Read more about Detection Lab on Medium here: https://medium.com/@clong/introducing-detection-lab-61db34bed6ae
NOTE: This lab has not been hardened in any way and runs with default vagrant credentials. Please do not connect or bridge it to any networks you care about. This lab is deliberately designed to be insecure; the primary purpose of it is to provide visibility and introspection into each host.
- Microsoft Advanced Threat Analytics (https://www.microsoft.com/en-us/cloud-platform/advanced-threat-analytics) is installed on the WEF machine, with the lightweight ATA gateway installed on the DC
- A Splunk forwarder is pre-installed and all indexes are pre-created. Technology add-ons are also preconfigured.
- A custom Windows auditing configuration is set via GPO to include command line process auditing and additional OS-level logging
- Palantir's Windows Event Forwarding subscriptions and custom channels are implemented
- Powershell transcript logging is enabled. All logs are saved to
\\wef\pslogs - osquery comes installed on each host and is pre-configured to connect to a Fleet server via TLS. Fleet is preconfigured with the configuration from Palantir's osquery Configuration
- Sysmon is installed and configured using Olaf Hartong's open-sourced Sysmon configuration
- All autostart items are logged to Windows Event Logs via AutorunsToWinEventLog
- Zeek and Suricata are pre-configured to monitor and alert on network traffic
- Apache Guacamole is installed to easily access all hosts from your local browser
This is a fork of @CLong's original DetectionLab project that has been modified to run on Proxmox. As such, there are some not insignificant differences between this version of DetectionLab, and @CLong's. I'll detail a few of them below:
- You'll need to pre-configure VM templates. For my personal needs, I have the following:
- 1x Windows Server 2019 VM template which is used for the domain controller and wef VMs
- 1x Windows 10 VM template
- 1x Ubuntu 20.04 VM template
- Each VM template comes pre-installed with qemu-guest-agent... if you don't include it, terraform won't output the "public" IPs. Also, VM cloning will take forever because Proxmox will try for about 10 minutes to retrieve the IPs before timing out.

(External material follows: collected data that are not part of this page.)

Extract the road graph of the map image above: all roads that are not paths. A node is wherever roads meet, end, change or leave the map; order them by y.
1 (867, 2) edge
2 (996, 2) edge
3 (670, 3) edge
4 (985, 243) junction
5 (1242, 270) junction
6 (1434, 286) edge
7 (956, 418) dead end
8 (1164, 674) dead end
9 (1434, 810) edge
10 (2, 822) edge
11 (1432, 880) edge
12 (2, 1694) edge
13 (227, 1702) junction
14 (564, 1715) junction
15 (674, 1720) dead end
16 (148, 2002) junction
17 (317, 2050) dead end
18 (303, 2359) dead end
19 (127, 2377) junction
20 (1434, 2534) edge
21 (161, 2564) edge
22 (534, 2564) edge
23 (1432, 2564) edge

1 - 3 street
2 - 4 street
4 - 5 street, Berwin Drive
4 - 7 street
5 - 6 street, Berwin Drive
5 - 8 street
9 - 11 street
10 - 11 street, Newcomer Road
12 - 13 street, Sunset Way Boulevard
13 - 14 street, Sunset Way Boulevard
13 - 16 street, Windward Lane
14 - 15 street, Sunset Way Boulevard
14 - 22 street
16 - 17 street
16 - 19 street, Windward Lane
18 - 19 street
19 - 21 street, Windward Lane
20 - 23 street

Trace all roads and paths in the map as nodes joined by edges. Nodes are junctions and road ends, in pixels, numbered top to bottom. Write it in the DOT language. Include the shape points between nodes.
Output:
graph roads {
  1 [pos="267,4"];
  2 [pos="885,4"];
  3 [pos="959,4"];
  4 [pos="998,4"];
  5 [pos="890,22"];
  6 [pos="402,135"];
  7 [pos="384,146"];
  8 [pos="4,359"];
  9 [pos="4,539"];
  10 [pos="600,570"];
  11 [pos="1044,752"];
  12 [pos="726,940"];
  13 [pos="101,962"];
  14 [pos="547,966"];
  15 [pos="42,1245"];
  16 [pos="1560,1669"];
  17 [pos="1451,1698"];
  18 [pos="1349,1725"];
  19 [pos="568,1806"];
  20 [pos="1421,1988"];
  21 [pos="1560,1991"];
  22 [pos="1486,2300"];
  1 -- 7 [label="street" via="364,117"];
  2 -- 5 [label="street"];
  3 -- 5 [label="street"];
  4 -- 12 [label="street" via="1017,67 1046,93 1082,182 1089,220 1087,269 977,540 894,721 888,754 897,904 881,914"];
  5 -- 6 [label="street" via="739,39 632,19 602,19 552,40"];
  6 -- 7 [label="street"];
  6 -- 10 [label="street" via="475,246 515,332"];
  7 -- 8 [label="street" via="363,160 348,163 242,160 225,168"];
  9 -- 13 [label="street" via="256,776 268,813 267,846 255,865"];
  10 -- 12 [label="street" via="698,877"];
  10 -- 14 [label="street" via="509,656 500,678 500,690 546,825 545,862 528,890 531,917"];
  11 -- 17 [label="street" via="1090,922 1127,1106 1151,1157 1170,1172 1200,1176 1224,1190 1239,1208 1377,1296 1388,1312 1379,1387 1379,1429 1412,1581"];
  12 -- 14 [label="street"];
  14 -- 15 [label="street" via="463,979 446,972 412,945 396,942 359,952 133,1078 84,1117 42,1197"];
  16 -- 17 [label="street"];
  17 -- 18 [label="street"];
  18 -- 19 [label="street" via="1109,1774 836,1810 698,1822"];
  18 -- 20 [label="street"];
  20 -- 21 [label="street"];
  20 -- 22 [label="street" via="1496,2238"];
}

- Further, some of the code that @CLong included as a remote provisioner in his Terraform has been moved in to cloud-init configuration files. This was done because I wanted to learn more about cloud-init rather than a practical/impactful need.
There are a few places you'll need to modify a few values.
- Make a copy of variables.example and rename it to variables.tf
- Retrieve and enter the proper values for the variables in variables.tf - you'll need to create an API key on your Proxmox server... I recommend creating a dedicated terraform user on your Proxmox server, then creating the API key for it.
- I have set each VM resource to receive IPs for DHCP rather than statically assign them. For the "public IP" (eth0 on the Linux VM, or the first Ethernet adapter on the Windows VMs), this is fine. Where this may mess you up is on the secondary adapter that the DetectionLab VMs use to communicate amongst themselves... @CLong has hardcoded the IPs in the scripts that perform the actual configuration (i.e. what gets run by ansible/vagrant). You can either add the appropriate IPs for static issuance in your DHCP server (which is what I have done), or hard code the appropriate IPs on the secondary NIC for each VM resource.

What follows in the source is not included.